━━━ Data under study

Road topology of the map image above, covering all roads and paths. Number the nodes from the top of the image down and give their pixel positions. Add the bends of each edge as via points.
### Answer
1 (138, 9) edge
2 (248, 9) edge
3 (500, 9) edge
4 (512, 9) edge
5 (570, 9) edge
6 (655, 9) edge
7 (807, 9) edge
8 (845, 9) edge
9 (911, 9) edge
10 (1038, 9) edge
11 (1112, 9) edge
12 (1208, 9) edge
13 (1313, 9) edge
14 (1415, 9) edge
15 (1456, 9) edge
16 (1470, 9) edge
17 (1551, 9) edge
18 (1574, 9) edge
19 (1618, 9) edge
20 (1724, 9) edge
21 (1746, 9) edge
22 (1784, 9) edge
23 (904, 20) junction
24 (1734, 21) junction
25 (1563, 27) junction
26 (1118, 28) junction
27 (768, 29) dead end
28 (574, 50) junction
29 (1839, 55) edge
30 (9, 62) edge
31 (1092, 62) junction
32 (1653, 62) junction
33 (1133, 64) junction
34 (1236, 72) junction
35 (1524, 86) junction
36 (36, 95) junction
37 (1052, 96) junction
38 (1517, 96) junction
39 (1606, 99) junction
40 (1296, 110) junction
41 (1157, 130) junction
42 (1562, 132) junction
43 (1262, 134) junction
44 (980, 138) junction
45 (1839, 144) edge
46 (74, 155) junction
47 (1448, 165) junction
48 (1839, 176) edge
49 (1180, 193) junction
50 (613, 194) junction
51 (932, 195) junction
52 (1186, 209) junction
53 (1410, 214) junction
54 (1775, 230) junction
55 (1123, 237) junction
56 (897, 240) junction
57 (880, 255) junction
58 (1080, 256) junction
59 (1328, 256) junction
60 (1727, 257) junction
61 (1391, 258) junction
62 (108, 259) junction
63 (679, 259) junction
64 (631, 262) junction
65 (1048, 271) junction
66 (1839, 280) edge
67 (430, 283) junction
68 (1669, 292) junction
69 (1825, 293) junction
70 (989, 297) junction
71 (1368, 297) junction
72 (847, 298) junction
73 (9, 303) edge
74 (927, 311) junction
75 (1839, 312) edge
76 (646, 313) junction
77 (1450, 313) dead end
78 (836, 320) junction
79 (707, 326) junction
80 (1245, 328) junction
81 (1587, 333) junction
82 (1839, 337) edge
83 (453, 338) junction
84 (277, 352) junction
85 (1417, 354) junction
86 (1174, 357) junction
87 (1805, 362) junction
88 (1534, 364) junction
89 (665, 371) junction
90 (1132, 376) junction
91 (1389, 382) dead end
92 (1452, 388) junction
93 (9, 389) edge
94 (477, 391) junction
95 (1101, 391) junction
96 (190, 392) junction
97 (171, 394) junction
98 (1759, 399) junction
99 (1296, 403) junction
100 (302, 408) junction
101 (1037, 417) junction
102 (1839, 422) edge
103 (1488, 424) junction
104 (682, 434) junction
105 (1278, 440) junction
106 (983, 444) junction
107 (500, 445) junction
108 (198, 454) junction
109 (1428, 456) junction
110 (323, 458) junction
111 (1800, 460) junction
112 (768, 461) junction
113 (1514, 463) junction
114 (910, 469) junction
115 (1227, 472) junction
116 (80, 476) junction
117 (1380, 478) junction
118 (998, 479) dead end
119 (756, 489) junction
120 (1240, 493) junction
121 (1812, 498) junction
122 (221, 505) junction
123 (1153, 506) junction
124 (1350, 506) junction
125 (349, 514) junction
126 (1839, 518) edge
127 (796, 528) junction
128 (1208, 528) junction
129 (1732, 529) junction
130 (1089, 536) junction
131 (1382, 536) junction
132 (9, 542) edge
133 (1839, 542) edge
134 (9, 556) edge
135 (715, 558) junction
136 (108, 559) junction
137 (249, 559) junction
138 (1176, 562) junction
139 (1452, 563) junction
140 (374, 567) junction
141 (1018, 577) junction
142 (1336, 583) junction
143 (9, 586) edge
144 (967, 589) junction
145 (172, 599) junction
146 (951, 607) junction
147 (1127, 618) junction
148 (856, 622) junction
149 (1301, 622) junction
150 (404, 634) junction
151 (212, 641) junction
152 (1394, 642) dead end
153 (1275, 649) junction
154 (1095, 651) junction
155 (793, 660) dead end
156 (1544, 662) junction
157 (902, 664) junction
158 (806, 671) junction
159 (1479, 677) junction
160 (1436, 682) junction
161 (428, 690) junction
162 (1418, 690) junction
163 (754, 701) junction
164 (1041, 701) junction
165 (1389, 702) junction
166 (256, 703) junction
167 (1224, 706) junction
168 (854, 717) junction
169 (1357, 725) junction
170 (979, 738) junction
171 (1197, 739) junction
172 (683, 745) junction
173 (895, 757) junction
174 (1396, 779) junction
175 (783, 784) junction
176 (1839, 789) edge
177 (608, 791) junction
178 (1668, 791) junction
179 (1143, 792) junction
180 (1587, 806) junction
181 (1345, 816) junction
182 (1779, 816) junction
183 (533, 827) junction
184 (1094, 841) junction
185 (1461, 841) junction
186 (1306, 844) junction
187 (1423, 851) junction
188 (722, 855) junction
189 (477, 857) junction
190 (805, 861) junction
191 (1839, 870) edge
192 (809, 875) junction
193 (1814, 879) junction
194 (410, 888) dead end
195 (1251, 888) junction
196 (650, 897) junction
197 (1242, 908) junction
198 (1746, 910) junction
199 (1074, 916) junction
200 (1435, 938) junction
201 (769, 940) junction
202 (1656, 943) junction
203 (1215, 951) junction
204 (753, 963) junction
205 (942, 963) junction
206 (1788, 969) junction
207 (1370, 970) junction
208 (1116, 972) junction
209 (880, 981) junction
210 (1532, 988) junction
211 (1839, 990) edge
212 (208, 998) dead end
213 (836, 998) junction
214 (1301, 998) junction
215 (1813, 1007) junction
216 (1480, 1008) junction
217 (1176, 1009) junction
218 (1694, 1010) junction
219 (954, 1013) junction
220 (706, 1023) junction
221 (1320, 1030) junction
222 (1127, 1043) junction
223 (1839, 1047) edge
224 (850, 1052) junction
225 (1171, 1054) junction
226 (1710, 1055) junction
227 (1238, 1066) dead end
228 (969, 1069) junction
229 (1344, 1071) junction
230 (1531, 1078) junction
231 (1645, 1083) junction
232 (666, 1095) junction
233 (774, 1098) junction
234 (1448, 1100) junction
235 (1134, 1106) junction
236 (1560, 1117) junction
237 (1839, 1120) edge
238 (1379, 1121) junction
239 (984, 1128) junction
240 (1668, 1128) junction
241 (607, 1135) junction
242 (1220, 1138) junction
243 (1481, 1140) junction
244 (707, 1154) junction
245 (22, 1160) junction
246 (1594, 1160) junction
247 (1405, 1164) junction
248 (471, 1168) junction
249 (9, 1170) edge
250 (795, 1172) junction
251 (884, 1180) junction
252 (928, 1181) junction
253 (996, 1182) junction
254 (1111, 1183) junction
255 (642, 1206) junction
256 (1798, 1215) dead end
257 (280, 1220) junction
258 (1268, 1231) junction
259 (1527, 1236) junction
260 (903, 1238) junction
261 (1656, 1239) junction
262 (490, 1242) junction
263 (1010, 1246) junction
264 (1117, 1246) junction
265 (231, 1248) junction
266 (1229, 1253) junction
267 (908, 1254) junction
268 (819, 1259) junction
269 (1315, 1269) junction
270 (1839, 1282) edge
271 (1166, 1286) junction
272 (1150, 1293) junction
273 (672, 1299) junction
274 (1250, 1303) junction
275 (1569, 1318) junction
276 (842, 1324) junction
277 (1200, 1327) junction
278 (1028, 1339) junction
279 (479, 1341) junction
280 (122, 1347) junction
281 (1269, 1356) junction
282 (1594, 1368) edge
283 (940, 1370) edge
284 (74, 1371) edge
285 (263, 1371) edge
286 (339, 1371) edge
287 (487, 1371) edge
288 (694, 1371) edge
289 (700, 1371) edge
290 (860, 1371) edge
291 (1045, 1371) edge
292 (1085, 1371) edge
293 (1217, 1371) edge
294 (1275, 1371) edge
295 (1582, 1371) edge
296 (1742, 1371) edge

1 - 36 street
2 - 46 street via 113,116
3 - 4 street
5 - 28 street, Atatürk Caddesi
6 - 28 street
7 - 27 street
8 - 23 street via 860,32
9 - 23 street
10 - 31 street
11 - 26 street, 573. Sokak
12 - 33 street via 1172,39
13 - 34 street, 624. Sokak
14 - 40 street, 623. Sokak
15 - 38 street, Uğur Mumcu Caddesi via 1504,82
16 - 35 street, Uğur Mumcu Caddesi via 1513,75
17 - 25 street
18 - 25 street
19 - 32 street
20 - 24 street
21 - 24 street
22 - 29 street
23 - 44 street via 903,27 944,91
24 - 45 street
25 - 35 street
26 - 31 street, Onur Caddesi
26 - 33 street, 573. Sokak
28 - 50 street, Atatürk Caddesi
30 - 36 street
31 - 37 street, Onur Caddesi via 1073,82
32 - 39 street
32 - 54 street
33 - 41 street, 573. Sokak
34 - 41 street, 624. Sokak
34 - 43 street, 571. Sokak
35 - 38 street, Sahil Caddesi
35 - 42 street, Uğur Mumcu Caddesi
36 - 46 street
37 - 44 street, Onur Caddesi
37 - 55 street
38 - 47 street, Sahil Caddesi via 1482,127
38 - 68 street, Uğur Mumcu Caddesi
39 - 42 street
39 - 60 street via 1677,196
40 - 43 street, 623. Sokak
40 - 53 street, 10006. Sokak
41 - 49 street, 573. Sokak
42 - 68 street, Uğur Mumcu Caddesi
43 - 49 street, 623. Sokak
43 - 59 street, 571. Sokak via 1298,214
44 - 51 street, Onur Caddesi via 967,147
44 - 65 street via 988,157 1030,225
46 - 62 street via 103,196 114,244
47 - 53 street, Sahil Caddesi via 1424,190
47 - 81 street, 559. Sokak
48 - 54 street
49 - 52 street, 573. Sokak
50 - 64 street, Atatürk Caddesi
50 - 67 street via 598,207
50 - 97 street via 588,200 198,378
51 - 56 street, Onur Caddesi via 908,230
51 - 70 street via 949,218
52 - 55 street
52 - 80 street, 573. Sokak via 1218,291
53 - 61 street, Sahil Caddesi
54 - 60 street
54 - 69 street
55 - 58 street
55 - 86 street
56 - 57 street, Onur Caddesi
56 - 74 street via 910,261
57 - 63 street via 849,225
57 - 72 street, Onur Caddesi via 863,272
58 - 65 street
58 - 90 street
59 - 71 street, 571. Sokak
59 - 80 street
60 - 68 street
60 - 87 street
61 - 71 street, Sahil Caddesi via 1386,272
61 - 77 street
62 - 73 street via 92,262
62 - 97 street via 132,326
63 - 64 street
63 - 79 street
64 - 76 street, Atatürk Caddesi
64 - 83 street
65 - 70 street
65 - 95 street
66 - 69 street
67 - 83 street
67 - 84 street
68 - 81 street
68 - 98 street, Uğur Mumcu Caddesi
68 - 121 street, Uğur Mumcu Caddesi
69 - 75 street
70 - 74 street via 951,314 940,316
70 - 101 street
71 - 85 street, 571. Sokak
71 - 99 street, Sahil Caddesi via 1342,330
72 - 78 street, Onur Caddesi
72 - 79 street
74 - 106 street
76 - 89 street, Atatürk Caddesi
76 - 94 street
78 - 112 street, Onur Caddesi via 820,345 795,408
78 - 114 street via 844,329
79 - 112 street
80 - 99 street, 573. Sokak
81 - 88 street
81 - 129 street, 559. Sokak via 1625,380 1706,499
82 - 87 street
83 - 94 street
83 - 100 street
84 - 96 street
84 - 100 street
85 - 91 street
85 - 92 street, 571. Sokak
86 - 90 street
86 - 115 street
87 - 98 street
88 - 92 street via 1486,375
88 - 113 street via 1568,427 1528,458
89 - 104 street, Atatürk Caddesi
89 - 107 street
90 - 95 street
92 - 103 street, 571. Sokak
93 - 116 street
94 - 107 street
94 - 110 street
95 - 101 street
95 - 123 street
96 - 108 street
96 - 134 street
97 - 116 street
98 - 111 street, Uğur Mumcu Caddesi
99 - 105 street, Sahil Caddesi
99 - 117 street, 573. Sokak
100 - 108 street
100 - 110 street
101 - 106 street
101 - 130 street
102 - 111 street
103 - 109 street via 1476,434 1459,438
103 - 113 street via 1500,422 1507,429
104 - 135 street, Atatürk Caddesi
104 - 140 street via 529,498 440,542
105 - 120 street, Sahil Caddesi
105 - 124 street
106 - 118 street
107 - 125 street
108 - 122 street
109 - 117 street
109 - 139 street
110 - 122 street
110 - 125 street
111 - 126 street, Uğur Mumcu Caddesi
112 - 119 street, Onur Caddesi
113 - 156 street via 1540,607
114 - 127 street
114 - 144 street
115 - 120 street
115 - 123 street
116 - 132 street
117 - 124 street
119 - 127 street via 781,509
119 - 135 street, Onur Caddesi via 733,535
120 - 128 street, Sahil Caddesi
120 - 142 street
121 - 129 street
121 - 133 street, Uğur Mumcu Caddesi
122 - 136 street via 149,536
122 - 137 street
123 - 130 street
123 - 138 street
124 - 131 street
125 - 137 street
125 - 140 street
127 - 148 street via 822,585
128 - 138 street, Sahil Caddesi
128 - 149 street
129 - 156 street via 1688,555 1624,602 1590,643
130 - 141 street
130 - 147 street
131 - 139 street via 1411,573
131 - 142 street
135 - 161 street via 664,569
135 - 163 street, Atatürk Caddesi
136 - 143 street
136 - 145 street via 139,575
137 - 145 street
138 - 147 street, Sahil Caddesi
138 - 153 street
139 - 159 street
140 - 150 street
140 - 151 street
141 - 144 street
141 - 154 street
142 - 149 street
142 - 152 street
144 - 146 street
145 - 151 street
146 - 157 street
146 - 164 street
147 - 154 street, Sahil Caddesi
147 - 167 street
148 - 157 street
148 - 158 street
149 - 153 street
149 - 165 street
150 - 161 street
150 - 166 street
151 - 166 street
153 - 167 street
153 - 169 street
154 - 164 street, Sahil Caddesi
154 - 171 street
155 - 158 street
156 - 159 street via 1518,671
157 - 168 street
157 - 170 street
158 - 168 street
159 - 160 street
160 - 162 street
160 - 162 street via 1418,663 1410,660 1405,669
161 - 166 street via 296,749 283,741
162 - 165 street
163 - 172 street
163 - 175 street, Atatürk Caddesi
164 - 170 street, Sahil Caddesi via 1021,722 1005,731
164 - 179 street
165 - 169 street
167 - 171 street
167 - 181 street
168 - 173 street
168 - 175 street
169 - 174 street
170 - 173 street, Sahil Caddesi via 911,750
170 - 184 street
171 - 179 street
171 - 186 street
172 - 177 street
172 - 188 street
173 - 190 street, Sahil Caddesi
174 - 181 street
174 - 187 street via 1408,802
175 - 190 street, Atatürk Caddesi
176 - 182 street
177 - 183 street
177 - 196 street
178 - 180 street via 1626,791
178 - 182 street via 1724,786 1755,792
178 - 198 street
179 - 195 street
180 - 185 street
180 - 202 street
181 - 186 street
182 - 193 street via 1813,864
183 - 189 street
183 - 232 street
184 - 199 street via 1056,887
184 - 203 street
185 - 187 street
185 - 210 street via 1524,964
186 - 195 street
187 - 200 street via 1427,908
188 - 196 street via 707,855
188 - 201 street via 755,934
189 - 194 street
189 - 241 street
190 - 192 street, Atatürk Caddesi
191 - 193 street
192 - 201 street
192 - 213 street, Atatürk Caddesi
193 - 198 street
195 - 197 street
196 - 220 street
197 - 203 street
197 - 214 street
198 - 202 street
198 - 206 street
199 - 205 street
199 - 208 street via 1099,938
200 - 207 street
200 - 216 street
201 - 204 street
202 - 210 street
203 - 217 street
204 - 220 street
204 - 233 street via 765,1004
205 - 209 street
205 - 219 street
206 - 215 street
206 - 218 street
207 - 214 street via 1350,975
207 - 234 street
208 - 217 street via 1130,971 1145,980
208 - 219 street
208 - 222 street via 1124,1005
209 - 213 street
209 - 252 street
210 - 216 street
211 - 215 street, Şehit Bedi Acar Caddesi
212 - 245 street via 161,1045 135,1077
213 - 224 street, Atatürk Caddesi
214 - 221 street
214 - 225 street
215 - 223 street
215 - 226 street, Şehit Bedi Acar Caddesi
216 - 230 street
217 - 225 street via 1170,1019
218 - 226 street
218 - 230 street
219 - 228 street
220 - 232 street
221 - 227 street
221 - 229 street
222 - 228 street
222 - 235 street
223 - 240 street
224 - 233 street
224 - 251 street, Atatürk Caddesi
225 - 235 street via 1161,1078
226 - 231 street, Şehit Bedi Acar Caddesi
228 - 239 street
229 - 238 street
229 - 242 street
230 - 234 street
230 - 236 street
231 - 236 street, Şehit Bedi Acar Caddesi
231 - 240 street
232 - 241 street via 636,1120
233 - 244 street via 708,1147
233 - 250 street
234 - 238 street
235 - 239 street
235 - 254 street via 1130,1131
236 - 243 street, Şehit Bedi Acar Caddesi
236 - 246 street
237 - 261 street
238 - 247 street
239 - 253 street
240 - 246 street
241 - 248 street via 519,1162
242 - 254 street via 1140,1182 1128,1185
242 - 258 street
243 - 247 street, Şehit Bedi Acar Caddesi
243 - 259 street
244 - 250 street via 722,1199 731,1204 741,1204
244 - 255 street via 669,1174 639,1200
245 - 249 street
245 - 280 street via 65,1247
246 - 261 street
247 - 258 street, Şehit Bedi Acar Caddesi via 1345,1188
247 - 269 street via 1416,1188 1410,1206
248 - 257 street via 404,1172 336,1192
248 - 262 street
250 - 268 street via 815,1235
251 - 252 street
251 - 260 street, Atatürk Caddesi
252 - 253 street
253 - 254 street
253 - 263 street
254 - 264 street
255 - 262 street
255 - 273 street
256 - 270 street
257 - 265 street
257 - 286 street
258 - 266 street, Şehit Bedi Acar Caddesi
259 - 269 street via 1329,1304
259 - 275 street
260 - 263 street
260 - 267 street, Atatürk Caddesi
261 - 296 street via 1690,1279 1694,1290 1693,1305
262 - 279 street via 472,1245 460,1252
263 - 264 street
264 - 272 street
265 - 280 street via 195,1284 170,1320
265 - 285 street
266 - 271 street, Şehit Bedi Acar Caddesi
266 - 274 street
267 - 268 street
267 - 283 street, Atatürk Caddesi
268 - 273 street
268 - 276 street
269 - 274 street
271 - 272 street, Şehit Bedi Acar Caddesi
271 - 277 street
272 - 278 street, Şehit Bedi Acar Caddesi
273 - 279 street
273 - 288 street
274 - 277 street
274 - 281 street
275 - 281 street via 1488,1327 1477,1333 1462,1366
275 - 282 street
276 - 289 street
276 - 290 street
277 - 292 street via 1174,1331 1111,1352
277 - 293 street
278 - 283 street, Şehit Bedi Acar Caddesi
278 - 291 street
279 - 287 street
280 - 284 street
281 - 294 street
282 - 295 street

━━━━━━

Exercise goal: Which lines of the data include the string "dead"? Copy each of them.

Your solution:
27 (768, 29) dead end
77 (1450, 313) dead end
91 (1389, 382) dead end
118 (998, 479) dead end
152 (1394, 642) dead end
155 (793, 660) dead end
194 (410, 888) dead end
212 (208, 998) dead end
227 (1238, 1066) dead end
256 (1798, 1215) dead end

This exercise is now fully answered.